Named joint coordinates:
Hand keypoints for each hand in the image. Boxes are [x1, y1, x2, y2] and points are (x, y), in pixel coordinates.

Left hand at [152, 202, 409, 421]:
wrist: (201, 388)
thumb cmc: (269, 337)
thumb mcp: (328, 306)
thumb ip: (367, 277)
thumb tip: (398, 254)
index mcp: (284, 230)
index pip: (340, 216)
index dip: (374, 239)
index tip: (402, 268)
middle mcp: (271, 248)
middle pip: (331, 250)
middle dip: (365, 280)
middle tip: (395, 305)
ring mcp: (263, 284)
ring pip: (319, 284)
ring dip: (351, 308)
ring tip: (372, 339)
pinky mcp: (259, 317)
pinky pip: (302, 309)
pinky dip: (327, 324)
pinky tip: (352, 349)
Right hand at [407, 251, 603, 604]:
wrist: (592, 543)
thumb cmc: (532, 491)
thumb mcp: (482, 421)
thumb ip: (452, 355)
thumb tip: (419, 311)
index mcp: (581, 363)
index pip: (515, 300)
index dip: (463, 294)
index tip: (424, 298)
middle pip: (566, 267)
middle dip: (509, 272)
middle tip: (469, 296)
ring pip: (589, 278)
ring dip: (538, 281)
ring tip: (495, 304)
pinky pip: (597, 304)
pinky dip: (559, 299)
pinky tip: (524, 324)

--

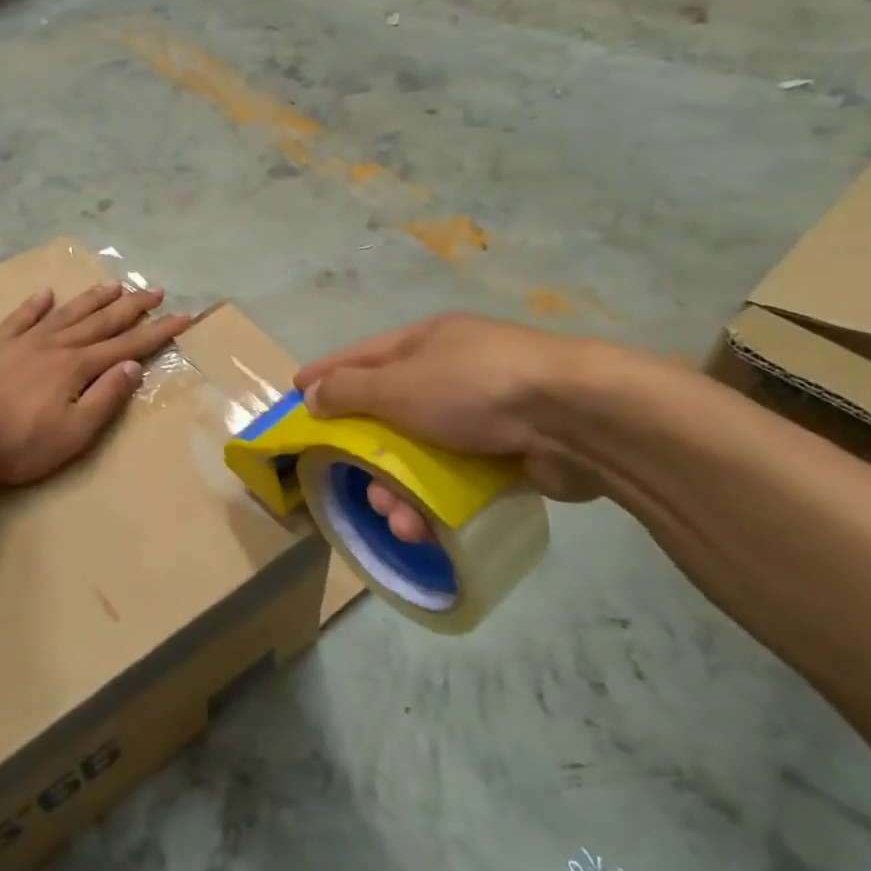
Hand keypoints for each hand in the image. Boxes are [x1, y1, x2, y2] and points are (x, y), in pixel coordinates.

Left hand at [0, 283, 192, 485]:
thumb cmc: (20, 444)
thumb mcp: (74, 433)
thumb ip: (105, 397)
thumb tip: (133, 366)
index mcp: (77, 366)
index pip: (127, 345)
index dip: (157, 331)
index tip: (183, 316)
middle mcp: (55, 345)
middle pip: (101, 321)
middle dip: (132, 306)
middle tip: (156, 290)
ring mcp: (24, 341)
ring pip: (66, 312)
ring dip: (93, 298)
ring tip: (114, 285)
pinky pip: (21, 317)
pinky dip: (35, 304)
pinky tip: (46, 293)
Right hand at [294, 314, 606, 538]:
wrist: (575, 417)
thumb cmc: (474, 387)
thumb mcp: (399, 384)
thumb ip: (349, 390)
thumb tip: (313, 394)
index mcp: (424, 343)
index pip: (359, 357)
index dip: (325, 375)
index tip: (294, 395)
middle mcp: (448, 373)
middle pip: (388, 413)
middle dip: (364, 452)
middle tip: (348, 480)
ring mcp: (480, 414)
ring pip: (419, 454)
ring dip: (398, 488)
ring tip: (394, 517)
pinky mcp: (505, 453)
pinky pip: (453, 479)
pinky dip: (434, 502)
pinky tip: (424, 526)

* * *

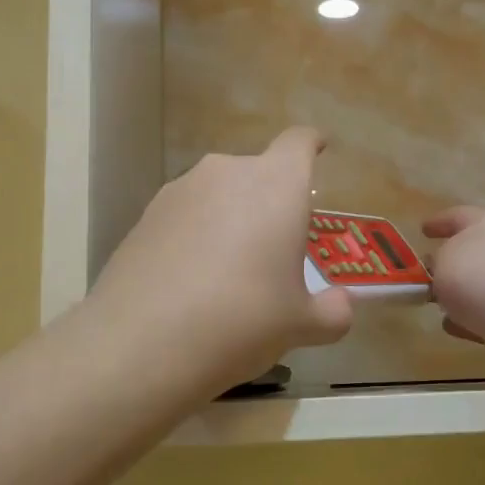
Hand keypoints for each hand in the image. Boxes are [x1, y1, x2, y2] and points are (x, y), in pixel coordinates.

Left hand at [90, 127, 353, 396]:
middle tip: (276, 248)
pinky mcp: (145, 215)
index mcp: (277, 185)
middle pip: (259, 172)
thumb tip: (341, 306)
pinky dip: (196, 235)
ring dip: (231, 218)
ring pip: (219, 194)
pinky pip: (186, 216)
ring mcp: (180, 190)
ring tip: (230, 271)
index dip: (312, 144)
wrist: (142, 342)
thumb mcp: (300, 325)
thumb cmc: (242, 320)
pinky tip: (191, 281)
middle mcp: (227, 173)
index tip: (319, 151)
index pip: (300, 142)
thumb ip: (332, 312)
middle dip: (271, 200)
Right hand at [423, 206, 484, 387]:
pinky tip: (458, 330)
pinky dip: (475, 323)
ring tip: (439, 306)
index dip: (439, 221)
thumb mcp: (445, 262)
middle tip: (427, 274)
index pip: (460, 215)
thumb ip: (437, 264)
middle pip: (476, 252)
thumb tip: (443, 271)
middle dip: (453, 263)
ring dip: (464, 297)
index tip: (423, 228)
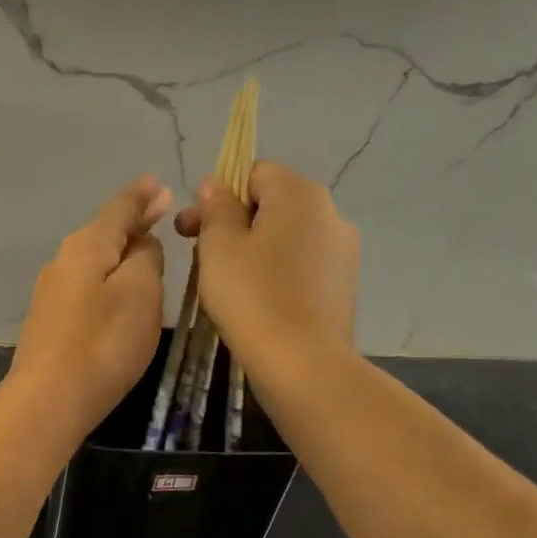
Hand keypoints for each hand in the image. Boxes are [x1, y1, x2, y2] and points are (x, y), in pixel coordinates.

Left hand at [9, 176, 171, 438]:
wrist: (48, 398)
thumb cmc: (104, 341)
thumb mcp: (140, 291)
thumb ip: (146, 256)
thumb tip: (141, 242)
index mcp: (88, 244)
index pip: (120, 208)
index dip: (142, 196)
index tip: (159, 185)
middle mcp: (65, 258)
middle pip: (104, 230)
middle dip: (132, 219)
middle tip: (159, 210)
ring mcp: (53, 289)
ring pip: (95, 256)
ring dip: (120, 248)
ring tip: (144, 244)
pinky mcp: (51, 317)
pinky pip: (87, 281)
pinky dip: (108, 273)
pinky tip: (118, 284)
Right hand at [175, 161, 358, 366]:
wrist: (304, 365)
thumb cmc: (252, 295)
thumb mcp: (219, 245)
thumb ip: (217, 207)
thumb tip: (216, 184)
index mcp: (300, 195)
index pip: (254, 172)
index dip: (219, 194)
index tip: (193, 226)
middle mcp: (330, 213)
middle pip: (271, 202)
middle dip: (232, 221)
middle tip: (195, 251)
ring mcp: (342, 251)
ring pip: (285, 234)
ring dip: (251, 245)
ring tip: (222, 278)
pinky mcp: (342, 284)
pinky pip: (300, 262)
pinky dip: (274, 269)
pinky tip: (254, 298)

» **Assigned task**:
Your reply should be only the number of lines in the records above that include "wrist".

» **Task answer**:
6